Eu tinha medo que ela deixasse de
ser a Maria João que eu amo. Mais medo ainda tinha que ela deixasse de me amar.
A primeira vez que a vi, poucas horas depois da cirurgia, no remanso dos
cuidados intensivos, perguntei-lhe se ela me reconhecia. E ela recuou a cabeça
ligada, fez uns olhos de surpresa repugnante e perguntou, com convencimento:
"Mas quem é o senhor?"
Nem sequer foi o sentido de humor a primeira coisa
a regressar. Nunca se foi embora. A Maria João não recuperou: manteve-se. O
milagre não lhe era exterior. O milagre é ela. Ela e todas as pessoas de quem
ela gosta, que gostam dela.
Eu bem que tento guardá-la como um segredo.

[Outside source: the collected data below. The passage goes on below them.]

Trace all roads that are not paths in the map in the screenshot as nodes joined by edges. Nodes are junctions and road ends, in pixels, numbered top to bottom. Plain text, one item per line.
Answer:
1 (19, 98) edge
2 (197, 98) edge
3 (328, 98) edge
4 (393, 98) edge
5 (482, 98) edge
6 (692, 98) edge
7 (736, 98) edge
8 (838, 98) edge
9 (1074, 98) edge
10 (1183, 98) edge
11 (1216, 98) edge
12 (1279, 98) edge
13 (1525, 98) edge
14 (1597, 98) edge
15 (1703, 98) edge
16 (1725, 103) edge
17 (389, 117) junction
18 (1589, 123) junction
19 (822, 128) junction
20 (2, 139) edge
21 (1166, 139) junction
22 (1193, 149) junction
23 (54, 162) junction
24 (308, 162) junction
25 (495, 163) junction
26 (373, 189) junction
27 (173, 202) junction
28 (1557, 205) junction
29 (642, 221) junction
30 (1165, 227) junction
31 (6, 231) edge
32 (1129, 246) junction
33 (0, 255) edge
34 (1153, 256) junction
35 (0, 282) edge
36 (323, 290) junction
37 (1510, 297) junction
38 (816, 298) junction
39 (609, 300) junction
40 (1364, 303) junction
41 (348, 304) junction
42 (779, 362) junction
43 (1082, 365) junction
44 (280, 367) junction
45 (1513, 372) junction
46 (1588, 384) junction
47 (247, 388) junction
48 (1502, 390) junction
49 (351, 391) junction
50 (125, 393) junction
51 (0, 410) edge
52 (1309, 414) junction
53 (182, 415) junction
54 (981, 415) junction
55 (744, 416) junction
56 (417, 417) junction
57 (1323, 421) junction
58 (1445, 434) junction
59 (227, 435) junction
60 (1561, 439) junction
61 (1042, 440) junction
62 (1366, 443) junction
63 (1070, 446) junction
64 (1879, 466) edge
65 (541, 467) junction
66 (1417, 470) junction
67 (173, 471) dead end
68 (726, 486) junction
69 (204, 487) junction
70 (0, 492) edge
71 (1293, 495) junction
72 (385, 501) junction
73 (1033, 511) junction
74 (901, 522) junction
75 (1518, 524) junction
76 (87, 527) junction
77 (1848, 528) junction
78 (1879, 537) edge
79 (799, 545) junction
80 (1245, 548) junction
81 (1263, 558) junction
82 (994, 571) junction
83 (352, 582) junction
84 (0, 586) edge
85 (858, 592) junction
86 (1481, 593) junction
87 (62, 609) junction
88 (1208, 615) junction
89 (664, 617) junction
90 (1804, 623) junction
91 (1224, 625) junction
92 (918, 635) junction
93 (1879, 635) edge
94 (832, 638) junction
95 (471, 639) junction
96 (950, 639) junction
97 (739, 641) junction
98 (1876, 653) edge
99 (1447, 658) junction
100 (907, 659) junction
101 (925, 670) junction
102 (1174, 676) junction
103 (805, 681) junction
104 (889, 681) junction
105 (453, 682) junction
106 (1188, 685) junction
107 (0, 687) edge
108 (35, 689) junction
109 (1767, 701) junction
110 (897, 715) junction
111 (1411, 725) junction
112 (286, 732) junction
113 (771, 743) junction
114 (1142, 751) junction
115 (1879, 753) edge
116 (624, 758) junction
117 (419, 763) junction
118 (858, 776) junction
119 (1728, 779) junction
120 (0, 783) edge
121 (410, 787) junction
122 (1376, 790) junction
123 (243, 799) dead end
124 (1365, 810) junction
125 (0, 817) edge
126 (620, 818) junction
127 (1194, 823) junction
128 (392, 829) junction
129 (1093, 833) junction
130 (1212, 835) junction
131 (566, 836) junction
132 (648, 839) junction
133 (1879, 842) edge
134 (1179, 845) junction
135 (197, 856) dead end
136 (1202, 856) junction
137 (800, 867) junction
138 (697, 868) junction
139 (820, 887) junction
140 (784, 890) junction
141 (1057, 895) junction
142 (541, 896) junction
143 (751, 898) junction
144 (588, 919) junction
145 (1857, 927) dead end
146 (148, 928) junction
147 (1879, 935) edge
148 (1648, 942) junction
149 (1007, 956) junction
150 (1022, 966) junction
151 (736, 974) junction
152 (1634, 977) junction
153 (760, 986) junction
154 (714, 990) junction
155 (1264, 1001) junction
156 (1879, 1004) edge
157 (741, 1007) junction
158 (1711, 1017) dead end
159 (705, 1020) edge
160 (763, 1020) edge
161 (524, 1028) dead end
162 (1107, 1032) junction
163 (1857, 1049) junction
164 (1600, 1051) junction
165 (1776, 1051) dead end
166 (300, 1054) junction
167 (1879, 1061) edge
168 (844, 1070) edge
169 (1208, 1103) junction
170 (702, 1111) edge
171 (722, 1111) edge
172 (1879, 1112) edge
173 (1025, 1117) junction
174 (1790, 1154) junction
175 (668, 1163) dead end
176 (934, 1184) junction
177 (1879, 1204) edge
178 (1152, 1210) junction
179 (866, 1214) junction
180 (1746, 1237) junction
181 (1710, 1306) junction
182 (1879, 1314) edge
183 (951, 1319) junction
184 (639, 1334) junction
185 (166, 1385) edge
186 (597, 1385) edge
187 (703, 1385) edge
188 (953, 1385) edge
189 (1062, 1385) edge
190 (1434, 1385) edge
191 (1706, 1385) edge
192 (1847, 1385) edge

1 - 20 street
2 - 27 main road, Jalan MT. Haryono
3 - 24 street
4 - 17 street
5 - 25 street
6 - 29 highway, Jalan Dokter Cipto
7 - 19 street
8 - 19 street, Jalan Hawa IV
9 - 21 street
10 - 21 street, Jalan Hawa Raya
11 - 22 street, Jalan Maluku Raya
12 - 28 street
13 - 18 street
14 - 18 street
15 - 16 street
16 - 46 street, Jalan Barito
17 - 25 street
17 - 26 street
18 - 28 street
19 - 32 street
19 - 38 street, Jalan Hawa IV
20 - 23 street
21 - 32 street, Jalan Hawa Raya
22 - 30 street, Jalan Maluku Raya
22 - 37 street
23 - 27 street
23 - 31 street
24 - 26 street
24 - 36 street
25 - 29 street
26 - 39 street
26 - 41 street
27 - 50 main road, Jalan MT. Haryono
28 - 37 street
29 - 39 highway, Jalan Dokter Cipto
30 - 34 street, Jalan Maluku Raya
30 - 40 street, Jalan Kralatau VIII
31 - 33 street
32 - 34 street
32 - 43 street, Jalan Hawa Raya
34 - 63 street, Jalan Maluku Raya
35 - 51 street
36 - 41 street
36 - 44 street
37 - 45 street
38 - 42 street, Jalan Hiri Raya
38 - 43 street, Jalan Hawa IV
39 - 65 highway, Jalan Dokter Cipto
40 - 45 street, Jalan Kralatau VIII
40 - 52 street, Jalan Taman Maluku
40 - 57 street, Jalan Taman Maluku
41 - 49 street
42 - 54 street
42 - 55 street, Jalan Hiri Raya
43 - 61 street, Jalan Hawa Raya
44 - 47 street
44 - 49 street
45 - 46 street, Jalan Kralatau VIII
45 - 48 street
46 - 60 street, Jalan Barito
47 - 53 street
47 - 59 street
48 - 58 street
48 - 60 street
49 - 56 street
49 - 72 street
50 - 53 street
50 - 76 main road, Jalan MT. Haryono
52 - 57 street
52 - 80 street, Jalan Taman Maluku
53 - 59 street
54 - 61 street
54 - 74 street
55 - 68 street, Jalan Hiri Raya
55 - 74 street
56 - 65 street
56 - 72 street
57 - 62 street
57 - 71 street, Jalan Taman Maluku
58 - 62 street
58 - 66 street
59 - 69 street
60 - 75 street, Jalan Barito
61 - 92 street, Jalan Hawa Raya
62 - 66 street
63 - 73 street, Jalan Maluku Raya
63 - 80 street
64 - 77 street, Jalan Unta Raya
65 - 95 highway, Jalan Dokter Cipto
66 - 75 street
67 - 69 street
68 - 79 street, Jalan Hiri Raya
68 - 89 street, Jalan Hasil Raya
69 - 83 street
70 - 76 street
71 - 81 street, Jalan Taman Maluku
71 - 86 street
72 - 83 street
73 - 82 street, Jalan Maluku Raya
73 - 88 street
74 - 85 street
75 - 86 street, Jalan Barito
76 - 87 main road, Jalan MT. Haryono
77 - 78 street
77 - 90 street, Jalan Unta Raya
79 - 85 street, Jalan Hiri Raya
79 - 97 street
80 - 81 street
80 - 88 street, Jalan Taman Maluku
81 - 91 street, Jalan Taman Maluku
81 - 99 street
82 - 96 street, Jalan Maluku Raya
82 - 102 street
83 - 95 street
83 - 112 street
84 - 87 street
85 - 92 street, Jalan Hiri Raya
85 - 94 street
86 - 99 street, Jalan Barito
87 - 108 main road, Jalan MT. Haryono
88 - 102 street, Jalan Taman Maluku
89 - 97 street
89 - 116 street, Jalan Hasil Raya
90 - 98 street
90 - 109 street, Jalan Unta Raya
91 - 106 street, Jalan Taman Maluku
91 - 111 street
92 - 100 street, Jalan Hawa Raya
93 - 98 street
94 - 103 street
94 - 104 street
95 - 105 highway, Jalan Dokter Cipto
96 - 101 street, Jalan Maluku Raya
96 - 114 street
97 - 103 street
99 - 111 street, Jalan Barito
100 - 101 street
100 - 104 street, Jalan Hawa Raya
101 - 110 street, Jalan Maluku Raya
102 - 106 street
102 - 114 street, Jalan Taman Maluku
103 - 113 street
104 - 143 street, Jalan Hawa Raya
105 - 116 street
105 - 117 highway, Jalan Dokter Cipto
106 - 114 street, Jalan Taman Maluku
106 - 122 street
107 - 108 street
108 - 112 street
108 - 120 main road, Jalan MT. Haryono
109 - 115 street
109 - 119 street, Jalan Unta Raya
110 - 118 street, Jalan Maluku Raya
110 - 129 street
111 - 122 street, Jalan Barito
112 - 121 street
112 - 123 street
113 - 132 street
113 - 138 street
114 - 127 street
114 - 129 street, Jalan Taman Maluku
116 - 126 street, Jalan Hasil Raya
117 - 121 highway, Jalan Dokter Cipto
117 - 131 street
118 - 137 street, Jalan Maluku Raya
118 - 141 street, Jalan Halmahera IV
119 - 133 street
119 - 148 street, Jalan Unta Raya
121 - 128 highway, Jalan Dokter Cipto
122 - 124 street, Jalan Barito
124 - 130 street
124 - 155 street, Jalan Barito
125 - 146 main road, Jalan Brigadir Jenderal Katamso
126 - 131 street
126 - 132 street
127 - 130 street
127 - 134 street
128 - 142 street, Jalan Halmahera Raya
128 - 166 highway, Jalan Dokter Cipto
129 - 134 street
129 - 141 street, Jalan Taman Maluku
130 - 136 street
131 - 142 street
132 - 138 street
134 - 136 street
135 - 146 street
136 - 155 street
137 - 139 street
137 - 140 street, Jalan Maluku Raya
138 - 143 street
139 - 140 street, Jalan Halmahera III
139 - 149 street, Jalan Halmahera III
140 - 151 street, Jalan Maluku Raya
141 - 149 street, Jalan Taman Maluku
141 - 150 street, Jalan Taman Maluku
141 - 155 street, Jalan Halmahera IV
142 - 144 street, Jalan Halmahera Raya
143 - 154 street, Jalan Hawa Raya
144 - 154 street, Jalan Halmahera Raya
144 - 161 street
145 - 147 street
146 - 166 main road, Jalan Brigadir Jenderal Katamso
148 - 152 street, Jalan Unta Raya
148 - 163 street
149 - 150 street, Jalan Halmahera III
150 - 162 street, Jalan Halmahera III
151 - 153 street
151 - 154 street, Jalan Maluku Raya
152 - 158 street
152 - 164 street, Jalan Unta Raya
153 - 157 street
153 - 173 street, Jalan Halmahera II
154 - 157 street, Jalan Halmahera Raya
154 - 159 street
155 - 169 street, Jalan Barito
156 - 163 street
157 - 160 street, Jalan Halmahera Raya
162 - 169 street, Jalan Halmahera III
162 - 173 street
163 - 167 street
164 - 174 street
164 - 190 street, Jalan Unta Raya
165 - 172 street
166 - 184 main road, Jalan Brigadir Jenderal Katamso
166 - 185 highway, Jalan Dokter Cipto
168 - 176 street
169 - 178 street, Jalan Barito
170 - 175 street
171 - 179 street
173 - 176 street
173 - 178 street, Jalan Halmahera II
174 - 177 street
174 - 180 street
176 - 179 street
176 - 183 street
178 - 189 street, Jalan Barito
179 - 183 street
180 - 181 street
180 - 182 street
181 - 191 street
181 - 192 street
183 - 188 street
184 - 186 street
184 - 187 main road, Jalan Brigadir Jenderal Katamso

Mas só estou bem, quando tenho a sorte de ouvi-la e a vê-la e a vivê-la.
Escrever sobre ela é a coisa mais fácil que faço: é uma preguiça e um prazer,
como se conseguisse enganar quem me lê. É virar as costas ao mundo, que vai tão
mal. Mas que é um mundo que ainda contém a Maria João, a pessoa que eu amo, que
ainda aceita o amor que lhe tenho. Que cresce, ao contrário do cabrão do cancro,
previsivelmente, certamente, sem fazer mal; fazendo bem.
Meu grande amor:
seja de que maneira for, continua. Mesmo deixando de gostar de mim. Mas
continua. Vive!» (Miguel Esteves Cardoso)
ate' choro...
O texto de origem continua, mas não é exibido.